* **Records provided**:

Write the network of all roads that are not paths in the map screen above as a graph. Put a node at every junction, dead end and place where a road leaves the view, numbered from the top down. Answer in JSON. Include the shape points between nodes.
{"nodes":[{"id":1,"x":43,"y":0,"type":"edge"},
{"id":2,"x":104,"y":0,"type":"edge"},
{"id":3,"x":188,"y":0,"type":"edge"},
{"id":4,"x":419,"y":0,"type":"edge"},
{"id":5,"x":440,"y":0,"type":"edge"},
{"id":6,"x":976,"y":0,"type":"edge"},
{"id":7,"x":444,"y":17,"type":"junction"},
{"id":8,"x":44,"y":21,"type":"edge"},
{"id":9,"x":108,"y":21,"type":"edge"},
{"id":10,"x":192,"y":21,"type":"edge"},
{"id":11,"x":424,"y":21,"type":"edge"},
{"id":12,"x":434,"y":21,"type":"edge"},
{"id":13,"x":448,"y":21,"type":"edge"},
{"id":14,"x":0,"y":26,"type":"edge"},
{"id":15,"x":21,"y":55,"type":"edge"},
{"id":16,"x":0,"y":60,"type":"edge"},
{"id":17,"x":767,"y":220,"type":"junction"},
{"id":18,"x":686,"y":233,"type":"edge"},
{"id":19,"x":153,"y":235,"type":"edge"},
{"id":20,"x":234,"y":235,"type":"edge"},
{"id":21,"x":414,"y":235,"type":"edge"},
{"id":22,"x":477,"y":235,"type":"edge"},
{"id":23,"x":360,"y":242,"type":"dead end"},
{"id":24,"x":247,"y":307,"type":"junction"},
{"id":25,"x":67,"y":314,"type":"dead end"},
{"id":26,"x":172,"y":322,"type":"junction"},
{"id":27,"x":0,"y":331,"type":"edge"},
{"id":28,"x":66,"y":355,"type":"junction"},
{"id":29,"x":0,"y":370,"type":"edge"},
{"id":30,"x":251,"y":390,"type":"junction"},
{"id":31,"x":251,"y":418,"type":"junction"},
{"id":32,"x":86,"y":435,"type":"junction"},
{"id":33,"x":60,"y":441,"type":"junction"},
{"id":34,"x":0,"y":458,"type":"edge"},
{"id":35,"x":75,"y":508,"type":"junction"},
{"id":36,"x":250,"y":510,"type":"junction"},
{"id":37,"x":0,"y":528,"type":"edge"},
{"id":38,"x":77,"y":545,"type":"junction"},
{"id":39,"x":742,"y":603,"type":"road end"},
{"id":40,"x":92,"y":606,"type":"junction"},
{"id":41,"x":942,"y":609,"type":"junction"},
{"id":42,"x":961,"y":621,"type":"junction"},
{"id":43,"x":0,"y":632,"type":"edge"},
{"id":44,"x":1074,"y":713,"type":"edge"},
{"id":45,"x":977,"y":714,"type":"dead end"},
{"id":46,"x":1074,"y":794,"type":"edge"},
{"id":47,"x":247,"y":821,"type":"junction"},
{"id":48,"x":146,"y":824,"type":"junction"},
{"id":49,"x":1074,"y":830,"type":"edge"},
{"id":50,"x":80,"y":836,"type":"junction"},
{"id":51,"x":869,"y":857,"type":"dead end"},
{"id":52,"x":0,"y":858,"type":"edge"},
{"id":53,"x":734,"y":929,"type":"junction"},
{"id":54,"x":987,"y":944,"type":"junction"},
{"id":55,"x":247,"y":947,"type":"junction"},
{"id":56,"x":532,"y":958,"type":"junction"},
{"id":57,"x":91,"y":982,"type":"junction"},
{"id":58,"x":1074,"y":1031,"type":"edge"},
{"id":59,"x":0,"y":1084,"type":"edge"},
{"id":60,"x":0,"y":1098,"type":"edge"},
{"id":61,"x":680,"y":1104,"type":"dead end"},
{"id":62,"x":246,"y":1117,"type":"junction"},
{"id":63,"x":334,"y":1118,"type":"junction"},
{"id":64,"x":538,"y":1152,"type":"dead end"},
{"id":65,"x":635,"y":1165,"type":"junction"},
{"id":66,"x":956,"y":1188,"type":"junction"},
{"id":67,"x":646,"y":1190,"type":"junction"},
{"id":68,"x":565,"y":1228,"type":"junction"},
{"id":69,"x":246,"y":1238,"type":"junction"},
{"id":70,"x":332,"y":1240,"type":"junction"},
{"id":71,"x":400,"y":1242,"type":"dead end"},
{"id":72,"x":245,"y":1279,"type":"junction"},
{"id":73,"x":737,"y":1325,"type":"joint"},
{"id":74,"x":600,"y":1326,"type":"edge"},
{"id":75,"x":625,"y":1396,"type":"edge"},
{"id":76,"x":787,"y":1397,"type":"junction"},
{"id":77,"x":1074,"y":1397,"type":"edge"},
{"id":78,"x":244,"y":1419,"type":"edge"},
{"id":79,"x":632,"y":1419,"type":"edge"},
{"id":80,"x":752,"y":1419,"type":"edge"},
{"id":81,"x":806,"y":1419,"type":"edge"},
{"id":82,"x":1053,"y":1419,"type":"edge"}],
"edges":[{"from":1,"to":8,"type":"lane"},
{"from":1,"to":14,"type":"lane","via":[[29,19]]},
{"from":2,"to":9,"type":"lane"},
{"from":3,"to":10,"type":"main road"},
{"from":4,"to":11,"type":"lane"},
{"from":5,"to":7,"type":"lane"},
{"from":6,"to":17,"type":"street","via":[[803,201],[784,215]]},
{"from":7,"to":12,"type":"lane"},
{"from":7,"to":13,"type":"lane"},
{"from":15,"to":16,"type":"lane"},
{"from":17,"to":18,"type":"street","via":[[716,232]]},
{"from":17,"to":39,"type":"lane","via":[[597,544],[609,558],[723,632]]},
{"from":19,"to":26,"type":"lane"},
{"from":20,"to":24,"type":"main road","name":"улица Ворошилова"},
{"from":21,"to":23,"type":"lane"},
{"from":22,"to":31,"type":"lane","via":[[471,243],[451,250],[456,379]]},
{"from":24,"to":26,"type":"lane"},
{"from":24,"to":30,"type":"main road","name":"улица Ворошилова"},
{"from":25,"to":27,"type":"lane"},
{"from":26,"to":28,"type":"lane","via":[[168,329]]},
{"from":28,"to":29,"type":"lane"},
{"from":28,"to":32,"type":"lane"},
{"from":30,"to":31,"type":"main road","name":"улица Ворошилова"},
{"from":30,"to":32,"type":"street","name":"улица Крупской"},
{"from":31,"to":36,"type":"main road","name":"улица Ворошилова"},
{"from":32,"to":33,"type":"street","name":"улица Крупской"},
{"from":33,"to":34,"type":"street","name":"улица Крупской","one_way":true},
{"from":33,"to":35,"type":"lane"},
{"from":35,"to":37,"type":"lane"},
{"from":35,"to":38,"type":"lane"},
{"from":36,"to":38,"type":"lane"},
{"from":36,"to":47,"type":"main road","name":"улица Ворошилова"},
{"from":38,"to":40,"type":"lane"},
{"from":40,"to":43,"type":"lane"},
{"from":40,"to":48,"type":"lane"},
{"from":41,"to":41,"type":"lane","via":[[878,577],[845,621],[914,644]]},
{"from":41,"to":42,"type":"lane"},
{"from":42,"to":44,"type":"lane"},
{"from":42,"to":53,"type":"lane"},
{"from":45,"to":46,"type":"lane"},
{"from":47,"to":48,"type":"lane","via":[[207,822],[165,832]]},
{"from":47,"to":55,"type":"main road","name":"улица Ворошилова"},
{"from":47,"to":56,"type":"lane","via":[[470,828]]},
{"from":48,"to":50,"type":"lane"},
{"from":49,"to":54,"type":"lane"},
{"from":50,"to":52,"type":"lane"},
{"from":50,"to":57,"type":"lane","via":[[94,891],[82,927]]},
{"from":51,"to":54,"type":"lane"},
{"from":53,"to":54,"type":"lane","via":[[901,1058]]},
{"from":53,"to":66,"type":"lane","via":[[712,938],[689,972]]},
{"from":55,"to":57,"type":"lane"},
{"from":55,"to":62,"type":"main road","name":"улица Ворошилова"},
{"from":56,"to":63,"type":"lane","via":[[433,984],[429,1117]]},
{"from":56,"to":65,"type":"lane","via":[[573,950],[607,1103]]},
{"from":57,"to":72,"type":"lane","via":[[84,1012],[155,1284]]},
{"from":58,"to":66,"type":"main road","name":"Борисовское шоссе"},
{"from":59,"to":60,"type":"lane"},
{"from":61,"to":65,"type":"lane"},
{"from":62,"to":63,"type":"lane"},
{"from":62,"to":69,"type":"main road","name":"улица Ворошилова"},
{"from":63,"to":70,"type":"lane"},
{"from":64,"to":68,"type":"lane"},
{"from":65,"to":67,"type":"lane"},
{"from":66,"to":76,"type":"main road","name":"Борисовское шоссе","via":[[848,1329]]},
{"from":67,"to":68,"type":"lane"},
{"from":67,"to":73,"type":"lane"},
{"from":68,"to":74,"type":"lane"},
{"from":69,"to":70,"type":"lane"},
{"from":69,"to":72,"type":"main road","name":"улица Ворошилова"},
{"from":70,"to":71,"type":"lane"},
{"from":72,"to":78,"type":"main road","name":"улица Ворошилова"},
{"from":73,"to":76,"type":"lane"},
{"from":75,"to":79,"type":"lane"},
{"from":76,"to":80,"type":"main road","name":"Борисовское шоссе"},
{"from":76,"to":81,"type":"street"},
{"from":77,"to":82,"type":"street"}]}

* **Directions**: Whichever lines of the records above hold the word "street" should all be copied out.

* **Solution to this task**:
{"from":6,"to":17,"type":"street","via":[[803,201],[784,215]]},
{"from":17,"to":18,"type":"street","via":[[716,232]]},
{"from":30,"to":32,"type":"street","name":"улица Крупской"},
{"from":32,"to":33,"type":"street","name":"улица Крупской"},
{"from":33,"to":34,"type":"street","name":"улица Крупской","one_way":true},
{"from":76,"to":81,"type":"street"},
{"from":77,"to":82,"type":"street"}]}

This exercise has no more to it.